Durante, el Renacimiento se consolidó el humanismo como corriente de pensamiento, gracias a las reflexiones de Erasmo de Rotterdam, Marsilio Ficino, Giordano Bruno y Giovanni Pico de la Mirándola. Algunos rasgos de esa corriente de pensamiento eran: el reconocimiento de la dignidad humana y la reinterpretación de los textos griegos y latinos con la doctrina cristiana. Esta fusión de conceptos es palpable, sobre todo, por la persistencia del asunto del libre albedrío en los planteamientos éticos de la época.

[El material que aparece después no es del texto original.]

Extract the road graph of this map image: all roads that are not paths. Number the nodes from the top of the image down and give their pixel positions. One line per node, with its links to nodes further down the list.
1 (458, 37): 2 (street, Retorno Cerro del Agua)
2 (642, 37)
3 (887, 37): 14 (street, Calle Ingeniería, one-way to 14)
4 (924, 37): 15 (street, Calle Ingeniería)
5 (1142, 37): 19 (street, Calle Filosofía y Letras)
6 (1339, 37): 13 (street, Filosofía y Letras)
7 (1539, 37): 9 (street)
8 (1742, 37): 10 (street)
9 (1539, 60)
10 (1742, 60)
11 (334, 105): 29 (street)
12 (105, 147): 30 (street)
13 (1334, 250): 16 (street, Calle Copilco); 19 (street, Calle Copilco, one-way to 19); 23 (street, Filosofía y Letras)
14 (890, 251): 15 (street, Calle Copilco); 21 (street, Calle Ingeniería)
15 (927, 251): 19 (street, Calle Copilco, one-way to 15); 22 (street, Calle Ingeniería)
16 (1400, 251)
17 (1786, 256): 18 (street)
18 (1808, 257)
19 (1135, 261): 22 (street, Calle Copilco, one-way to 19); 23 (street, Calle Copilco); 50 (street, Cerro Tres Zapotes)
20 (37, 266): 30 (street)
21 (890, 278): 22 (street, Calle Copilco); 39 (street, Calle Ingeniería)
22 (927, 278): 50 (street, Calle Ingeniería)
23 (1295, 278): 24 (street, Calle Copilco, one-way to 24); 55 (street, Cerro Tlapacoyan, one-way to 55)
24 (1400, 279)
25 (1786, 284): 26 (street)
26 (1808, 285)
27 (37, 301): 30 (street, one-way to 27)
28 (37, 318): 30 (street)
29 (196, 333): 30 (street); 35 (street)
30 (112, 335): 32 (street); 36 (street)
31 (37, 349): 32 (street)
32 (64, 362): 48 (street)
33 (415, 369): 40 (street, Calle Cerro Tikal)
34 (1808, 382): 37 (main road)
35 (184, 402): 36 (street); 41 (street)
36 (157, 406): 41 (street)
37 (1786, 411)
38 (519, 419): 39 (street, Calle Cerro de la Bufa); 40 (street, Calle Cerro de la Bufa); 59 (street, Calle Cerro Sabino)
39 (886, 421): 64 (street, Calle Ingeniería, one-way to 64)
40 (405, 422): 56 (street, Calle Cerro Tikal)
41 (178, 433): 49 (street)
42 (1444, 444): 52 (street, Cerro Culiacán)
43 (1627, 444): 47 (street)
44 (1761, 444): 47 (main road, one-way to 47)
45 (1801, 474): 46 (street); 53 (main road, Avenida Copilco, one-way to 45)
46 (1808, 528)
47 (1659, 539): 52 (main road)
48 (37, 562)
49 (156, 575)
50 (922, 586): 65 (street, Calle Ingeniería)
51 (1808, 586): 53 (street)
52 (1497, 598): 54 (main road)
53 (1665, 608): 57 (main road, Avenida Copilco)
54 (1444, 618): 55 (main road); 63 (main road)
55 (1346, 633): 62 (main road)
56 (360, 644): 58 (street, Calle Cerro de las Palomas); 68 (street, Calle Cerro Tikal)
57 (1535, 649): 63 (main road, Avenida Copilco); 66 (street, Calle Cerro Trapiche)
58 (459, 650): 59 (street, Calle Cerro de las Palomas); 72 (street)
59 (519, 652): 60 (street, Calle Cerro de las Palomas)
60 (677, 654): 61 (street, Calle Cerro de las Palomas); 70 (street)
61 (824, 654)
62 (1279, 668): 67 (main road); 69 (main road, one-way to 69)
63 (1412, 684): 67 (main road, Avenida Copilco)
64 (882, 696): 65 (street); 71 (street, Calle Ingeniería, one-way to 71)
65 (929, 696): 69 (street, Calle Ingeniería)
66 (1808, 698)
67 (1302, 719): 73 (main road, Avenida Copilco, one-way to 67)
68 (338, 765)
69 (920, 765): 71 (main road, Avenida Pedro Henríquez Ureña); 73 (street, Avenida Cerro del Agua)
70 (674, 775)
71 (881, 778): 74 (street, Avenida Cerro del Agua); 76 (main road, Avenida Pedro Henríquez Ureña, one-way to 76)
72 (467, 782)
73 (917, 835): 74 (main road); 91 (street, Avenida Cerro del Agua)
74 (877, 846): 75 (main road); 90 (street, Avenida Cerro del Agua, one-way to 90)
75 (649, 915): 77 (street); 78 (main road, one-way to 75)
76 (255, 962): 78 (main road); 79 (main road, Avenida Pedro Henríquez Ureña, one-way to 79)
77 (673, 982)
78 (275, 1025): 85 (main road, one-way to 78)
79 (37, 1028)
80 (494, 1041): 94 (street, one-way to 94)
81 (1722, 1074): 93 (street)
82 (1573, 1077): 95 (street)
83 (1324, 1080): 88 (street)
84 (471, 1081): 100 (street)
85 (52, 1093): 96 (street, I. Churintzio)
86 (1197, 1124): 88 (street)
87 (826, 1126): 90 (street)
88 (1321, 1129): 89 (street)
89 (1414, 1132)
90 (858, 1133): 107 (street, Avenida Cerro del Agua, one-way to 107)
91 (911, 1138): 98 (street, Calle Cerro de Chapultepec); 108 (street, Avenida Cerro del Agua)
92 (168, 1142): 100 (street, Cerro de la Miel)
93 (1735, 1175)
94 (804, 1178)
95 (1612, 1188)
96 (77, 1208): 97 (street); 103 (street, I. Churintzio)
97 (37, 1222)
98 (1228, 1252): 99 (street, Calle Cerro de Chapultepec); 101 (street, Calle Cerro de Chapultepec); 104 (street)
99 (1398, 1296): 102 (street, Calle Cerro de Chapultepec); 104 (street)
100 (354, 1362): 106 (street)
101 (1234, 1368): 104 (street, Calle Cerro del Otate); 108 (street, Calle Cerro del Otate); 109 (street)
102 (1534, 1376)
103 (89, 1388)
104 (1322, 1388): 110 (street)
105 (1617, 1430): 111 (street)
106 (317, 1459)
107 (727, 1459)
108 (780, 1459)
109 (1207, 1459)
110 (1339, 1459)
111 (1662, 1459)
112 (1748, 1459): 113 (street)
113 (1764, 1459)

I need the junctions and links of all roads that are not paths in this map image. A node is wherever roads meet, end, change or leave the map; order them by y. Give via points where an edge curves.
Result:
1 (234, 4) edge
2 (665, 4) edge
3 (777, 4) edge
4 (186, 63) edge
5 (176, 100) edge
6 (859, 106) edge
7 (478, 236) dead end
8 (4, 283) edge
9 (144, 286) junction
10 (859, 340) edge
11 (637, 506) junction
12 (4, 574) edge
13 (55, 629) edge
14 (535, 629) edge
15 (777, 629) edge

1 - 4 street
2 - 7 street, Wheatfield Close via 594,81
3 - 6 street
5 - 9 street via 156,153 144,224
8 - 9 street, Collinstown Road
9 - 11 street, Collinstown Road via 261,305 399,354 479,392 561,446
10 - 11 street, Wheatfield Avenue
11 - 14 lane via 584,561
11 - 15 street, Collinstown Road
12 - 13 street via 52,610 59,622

En el caso de la “filosofía moderna” resulta pertinente estudiar la noción de persona esbozada por René Descartes, para quien el ser humano es una sustancia cuya naturaleza o esencia es el pensamiento, es decir, “el ser humano es una cosa que piensa”. Durante la segunda mitad del siglo XVIII, la Ilustración provocó diversos cambios en las normas morales y las costumbres. Para Immanuel Kant, la Ilustración consiste en hacer uso de la razón sin la guía de otro, este filósofo consideraba que la persona es un ente compuesto de voluntad y razón; además consideraba que la voluntad es algo que debe presuponerse en todos los seres racionales, para Kant, el ser ético se expresa mediante el desarrollo de una conciencia autónoma.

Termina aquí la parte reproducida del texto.